## Stored items
=====
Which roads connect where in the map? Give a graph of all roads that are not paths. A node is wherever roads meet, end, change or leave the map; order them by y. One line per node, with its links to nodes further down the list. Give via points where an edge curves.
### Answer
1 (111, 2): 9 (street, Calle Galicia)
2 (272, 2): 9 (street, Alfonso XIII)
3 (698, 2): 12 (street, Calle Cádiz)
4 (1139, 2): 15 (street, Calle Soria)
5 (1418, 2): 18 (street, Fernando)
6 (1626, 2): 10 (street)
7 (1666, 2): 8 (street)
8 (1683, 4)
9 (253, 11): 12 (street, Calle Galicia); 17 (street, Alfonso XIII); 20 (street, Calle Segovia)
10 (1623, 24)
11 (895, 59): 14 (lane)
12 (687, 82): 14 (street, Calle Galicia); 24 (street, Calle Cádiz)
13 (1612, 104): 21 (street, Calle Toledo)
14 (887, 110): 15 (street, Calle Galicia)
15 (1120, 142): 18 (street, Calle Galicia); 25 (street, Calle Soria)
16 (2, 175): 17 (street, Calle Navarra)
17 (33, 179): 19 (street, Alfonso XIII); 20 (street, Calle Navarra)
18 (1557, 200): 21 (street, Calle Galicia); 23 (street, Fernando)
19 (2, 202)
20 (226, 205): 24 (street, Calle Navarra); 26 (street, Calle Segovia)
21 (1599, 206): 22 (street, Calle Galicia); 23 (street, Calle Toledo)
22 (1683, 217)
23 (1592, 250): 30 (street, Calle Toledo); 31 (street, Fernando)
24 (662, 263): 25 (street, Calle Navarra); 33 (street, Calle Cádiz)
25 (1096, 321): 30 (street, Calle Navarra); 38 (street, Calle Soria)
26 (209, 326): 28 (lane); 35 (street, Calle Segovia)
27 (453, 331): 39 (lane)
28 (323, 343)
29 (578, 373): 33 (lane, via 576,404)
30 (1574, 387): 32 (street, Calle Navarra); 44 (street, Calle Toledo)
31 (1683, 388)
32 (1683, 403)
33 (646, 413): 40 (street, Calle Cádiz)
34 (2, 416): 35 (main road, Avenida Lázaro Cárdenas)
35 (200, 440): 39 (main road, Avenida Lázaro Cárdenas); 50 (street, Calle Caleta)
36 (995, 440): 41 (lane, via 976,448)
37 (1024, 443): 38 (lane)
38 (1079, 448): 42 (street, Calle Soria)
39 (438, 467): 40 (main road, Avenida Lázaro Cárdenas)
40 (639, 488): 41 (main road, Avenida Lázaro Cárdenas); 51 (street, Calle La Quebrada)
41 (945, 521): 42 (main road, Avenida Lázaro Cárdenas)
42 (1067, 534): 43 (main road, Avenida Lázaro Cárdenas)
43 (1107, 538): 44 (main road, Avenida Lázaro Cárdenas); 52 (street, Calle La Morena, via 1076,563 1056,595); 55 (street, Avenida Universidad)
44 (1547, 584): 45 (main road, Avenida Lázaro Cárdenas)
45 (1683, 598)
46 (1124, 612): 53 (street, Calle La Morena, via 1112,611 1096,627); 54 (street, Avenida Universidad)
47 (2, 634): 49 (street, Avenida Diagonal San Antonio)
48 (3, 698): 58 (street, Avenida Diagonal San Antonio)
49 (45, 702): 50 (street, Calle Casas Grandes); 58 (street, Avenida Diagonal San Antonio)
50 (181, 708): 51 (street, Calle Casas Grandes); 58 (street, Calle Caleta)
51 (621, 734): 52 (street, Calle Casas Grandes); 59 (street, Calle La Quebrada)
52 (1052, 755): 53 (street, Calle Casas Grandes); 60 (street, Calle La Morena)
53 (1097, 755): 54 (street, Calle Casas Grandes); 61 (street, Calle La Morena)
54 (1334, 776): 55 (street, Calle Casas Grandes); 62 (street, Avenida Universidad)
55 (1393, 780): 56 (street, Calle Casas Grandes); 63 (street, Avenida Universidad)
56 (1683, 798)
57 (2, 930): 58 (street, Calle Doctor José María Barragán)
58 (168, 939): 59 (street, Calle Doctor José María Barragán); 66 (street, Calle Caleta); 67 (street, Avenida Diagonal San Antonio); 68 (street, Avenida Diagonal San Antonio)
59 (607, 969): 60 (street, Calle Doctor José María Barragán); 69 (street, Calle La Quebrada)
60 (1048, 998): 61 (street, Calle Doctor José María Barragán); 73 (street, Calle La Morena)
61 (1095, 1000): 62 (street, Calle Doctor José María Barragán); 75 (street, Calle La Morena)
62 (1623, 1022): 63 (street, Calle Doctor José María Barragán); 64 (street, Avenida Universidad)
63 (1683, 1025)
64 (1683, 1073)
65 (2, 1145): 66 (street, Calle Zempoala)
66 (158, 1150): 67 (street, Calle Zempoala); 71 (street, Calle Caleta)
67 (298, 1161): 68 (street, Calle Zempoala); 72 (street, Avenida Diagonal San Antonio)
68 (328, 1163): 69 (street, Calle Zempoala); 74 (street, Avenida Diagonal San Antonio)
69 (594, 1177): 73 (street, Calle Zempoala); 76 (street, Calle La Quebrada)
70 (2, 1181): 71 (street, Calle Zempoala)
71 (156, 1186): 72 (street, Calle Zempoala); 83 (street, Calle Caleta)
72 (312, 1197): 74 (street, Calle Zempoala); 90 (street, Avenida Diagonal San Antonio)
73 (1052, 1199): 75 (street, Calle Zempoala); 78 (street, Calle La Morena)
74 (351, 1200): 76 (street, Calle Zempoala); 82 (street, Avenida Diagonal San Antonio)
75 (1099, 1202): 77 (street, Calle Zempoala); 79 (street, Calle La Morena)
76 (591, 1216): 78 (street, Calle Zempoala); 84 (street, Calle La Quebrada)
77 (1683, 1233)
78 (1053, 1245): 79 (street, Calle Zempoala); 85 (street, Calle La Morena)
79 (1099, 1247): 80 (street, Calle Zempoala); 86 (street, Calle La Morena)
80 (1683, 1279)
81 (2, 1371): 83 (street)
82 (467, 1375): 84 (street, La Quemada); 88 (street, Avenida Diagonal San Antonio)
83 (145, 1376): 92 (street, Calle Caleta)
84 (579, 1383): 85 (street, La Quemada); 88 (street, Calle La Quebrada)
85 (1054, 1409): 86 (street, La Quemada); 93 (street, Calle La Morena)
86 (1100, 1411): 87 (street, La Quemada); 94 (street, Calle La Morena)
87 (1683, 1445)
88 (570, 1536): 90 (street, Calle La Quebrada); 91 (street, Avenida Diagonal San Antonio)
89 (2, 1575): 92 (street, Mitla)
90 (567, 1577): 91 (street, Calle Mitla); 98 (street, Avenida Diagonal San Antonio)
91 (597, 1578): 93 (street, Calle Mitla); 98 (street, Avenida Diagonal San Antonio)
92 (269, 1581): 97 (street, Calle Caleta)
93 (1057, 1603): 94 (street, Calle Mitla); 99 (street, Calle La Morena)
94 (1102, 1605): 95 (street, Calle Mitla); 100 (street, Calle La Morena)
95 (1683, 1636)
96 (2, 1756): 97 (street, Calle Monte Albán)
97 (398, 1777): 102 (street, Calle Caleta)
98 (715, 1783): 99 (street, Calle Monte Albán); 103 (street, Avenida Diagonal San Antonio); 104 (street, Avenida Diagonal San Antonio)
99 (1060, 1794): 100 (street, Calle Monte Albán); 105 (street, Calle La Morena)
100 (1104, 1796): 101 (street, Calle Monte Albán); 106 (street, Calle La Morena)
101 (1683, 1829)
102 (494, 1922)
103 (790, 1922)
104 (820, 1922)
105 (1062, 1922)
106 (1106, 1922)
=====
## Exercise aim
Going through the records above line by line, count those that hold the word "Soria", and answer with the number only.

## Output
4